%%

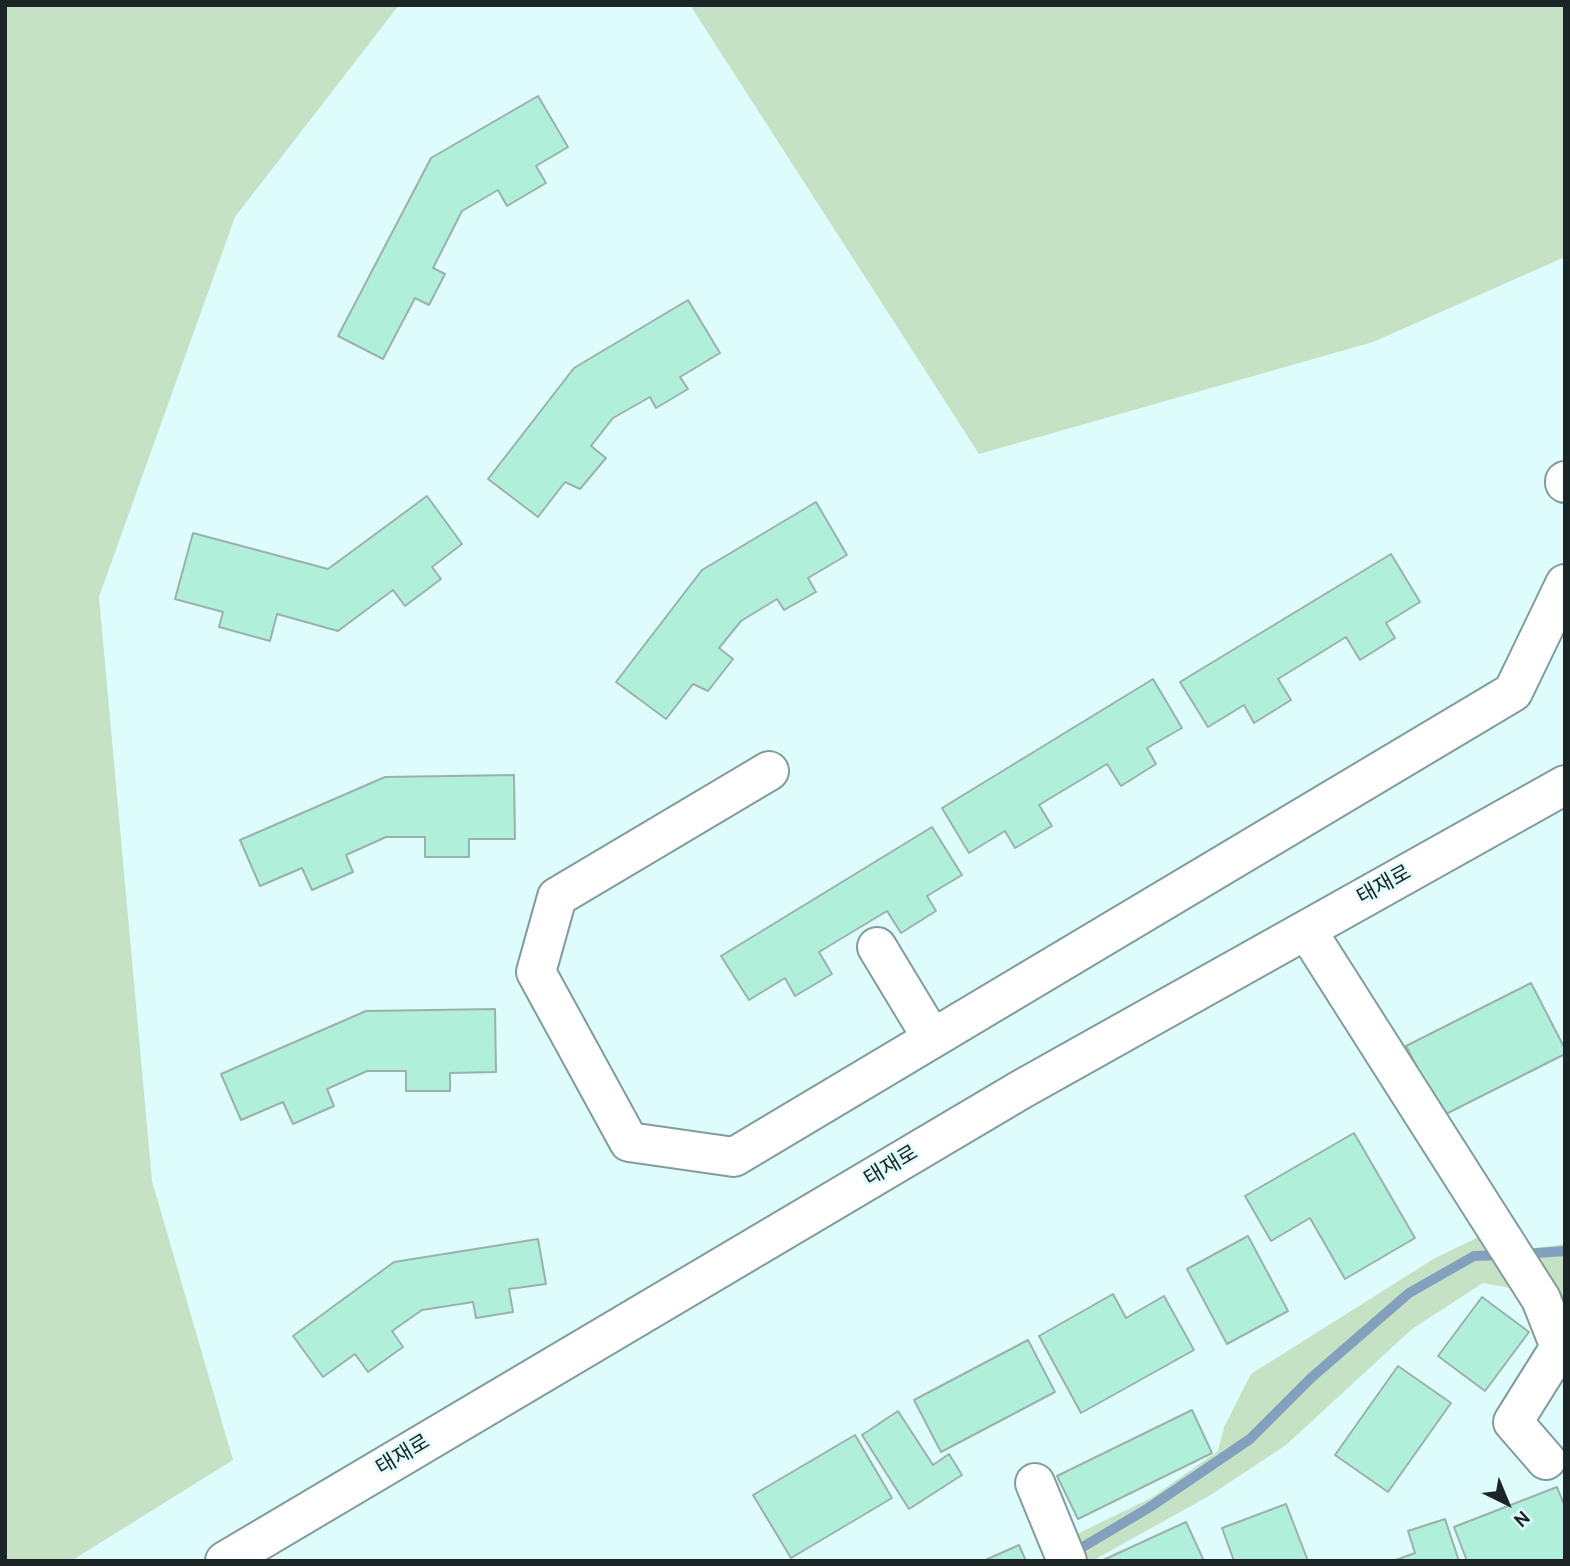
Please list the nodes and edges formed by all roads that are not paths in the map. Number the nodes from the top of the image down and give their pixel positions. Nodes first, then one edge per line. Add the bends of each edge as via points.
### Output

%%
%%

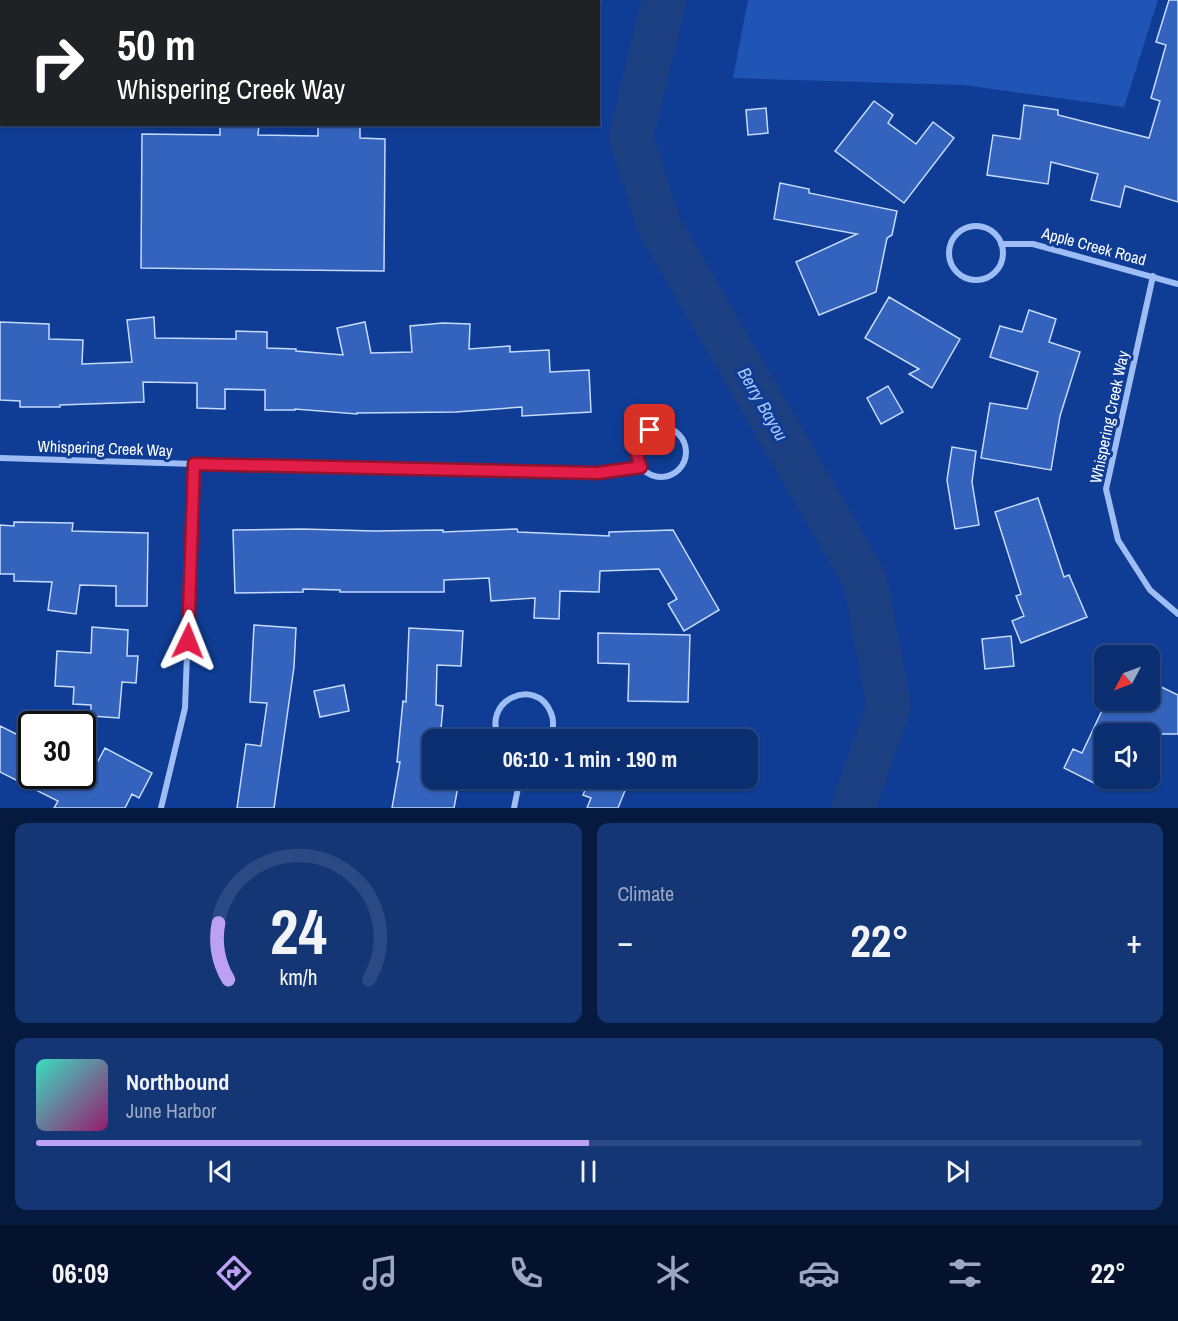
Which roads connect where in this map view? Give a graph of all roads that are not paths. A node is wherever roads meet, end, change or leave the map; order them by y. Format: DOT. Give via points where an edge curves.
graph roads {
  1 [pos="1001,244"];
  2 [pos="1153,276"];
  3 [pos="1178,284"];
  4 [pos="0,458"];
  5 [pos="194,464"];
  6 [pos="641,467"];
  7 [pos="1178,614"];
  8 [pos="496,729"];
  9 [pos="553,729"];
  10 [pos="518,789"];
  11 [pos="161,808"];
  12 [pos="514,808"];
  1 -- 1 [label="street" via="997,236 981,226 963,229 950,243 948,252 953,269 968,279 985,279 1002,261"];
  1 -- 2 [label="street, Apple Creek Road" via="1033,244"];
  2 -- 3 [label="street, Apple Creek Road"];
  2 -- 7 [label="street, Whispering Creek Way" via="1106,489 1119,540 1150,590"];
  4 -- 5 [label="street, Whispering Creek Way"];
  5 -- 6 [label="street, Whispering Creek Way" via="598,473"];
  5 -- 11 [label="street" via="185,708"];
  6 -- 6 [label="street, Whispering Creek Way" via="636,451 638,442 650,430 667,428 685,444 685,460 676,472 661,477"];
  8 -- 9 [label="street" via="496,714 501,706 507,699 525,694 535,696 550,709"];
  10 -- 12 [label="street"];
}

%%
%%

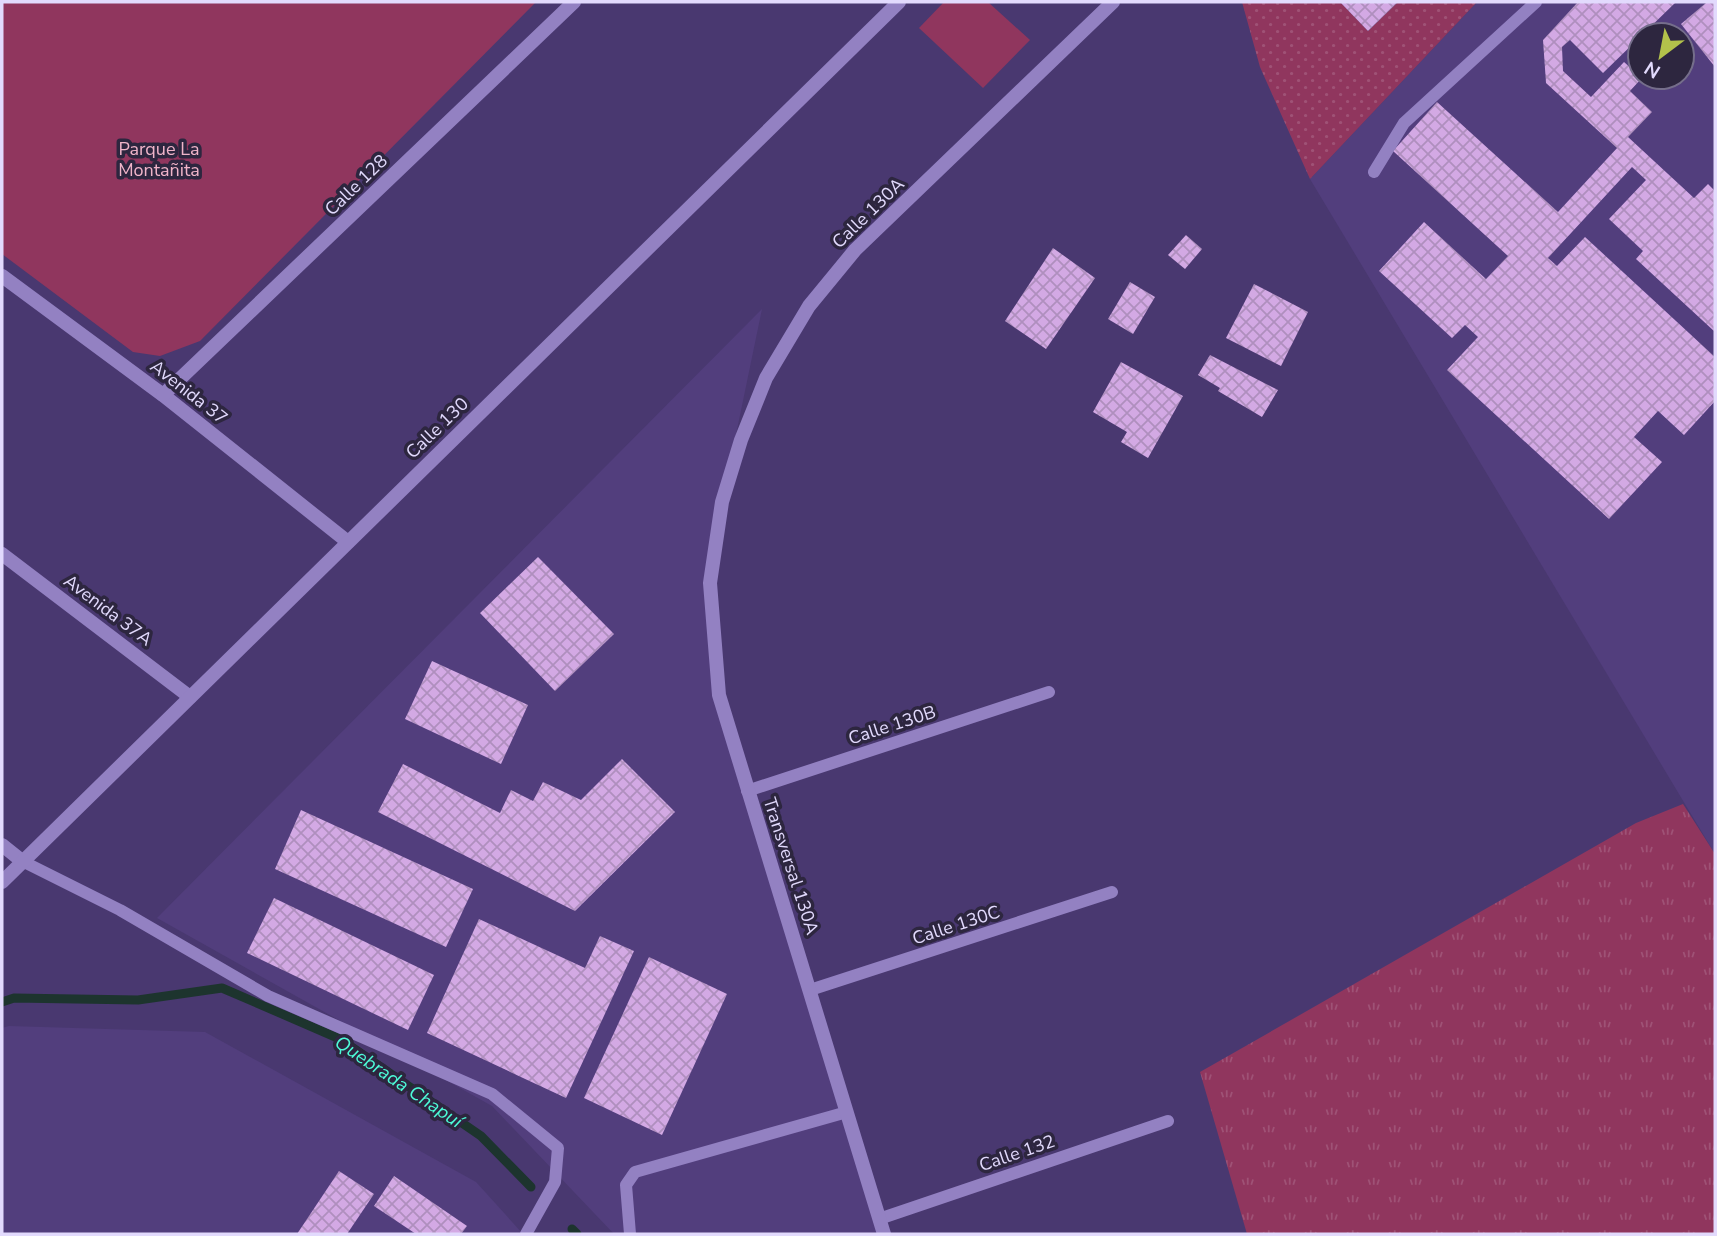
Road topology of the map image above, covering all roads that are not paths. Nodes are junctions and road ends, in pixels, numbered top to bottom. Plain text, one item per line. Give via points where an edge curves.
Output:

%%

Instructions to follow => Find how many lines in the material hold the word "image" and state that number alone.

Worked solution => 2